Using the records beneath, say how many lines contain the word "roads", without comment.

§

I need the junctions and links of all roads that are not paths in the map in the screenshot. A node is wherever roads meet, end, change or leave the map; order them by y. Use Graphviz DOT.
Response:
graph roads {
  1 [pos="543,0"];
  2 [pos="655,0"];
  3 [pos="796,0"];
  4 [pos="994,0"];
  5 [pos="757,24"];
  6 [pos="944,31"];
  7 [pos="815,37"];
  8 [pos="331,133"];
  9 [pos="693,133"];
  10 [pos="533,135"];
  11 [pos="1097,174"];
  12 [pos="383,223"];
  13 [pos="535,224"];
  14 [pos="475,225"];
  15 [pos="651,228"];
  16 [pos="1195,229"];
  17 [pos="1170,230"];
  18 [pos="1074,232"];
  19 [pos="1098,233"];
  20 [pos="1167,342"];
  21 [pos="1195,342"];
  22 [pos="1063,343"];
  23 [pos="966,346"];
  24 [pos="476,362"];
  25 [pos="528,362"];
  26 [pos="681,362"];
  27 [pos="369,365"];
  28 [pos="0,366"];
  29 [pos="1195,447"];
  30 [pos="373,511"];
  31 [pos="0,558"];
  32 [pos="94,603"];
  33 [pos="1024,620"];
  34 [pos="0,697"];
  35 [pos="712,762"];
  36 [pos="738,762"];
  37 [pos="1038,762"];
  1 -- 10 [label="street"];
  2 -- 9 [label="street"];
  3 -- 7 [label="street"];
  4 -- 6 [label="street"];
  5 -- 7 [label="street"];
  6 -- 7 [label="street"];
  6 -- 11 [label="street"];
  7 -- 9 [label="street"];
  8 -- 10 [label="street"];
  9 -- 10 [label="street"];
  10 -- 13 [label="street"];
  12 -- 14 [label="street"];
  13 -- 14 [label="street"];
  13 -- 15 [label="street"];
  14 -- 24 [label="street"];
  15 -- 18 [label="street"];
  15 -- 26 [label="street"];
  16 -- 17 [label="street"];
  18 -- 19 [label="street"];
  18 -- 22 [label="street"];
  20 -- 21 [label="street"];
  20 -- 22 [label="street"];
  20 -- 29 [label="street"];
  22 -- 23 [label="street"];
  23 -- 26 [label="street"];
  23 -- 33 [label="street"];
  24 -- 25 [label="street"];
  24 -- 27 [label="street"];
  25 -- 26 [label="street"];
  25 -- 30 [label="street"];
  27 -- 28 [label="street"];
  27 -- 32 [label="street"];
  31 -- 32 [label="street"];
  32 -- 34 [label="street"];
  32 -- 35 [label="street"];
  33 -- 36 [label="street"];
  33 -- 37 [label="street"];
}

§

__RESULT__
2